DNA has become the hot topic of conversation these days. You see it advertised on television just about every day where people express being surprised to find they were part Native American. Still another was surprised to find out they weren't German after all but actually Irish.
I decided that I don't need to do my DNA. I'd been doing genealogy and researching my lineage for so many years that I was sure I knew exactly who I was. My maternal side led me to Germany, Scotland, Ireland with a little bit of Spanish thrown in there. Dad's side took me to England over to the Netherlands and the Mayflower brought me to the new land called Plymouth. Have Irish on dad's side too. I also found some French and few other European countries. Seems that people crossed the border to find their spouse, what a surprise. So why spend money doing my DNA when I already knew all the answers?
Should I be so cocky as to think I know it all? What if I am missing something? The advertising pressure had become just to tempting and bringing some doubt to mind. So what do I do? I broke out my piggy bank and ordered a DNA kit through Ancestry; on sale of course.
It arrived fairly quickly. I opened the small box, read and followed the instructions to the letter. Thank goodness I didn't have to pee in a bottle. I mailed it in the next day and was told to expect an answer in about six weeks. Now I had more time than I cared to, to wonder and worry about what I might find out about me. Has anyone ever been shocked or disappointed about what they learned I wondered.
To my surprise the results returned in about two weeks. Oh boy, here we go as I nervously began reading the results. And guess what? I really did know who I was. I am 100% European. The only new information I found enlightening were the percentages.

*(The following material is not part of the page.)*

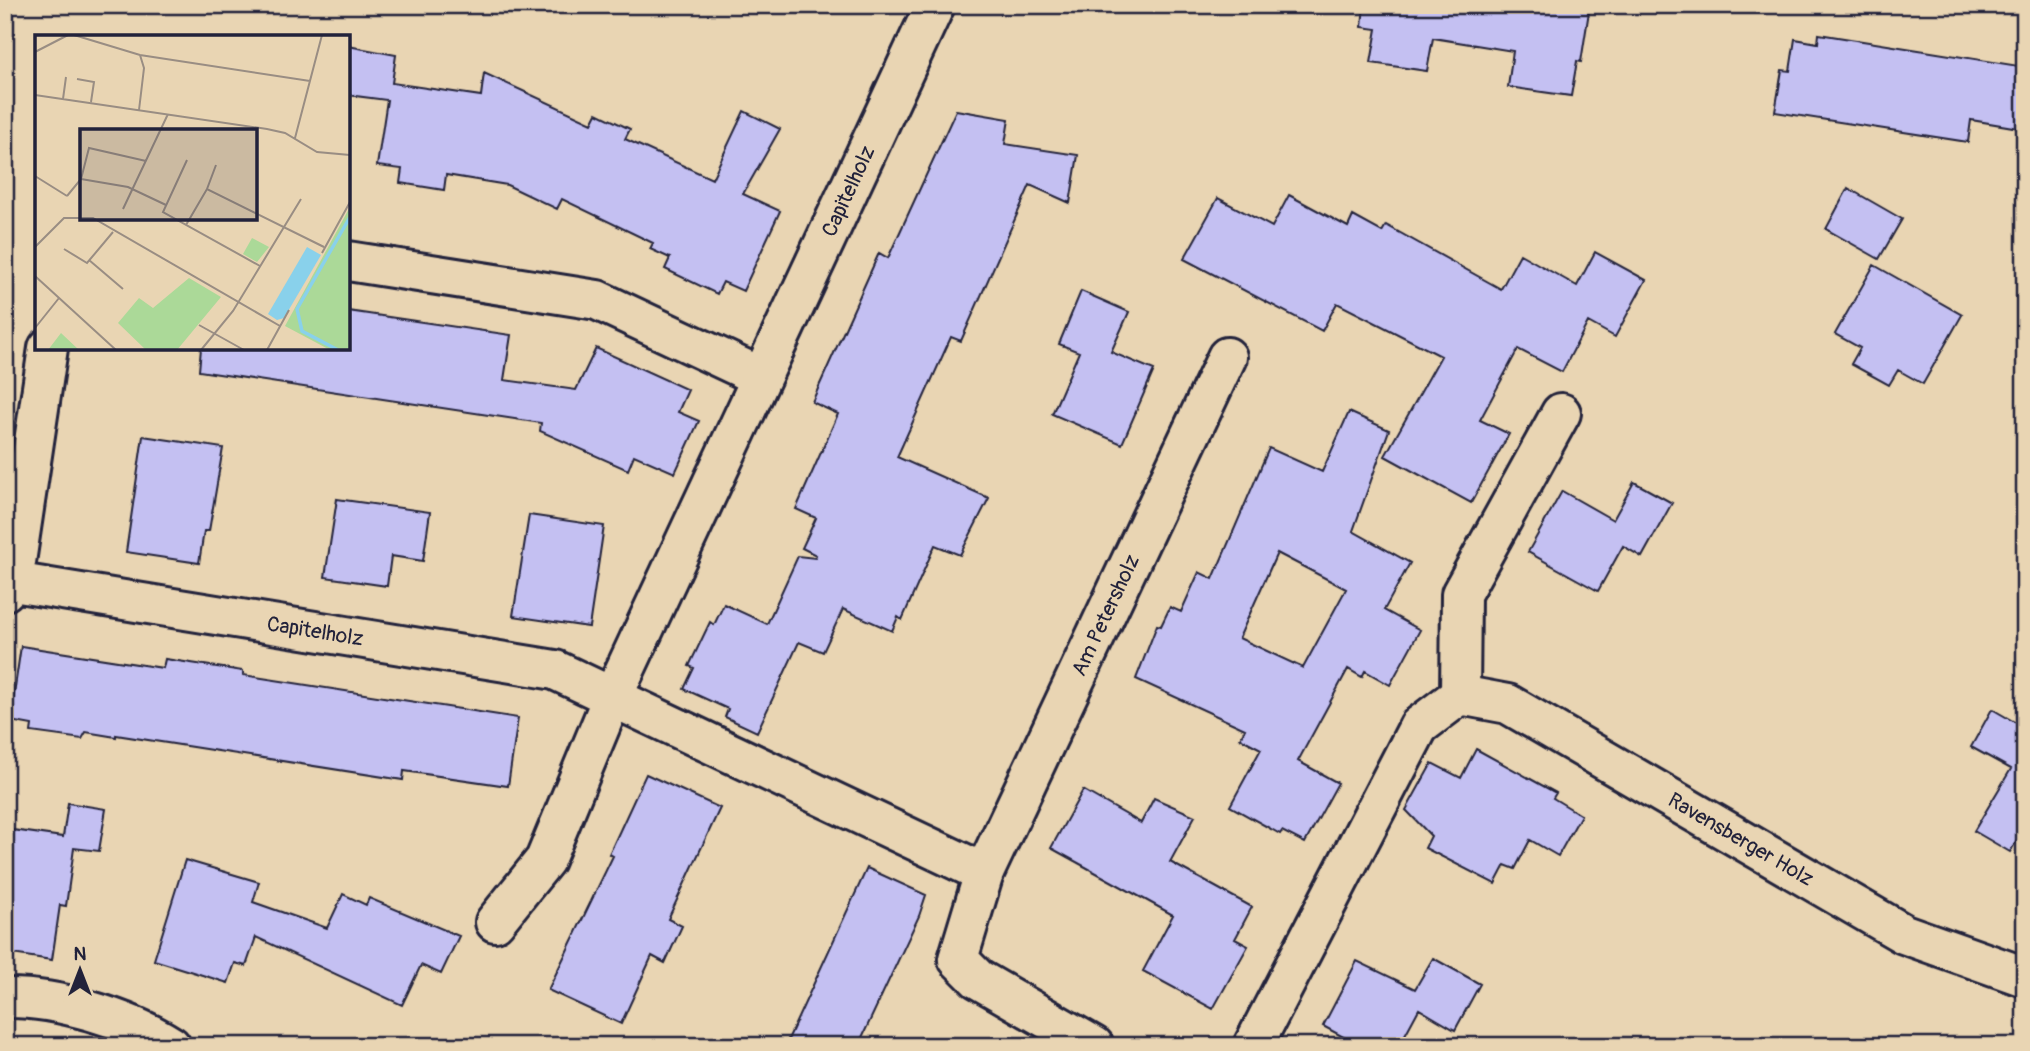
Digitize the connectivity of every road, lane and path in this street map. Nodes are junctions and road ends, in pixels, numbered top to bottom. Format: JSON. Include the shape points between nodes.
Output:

The great part of this whole story is that for nine days this past early summer I was privileged to go on an Avalon Cruise down the Rhine River. This nine day journey took me back to where 47% of my western European roots began, Switzerland, France, Germany and the Netherlands. In Germany I came to within 150 miles from where my 3rd gr grandfather, Mathias Roesch, lived along the foothills of the Black Forest. I fell in love with beautiful Germany. A journal was my constant companion writing diligently every day and took over 200 pictures to make sure I would remember it all. It was the most meaningful, wonderful, fulfilling and heartwarming journey of my life.
So go ahead, take the DNA leap, you may be surprised by what you learn.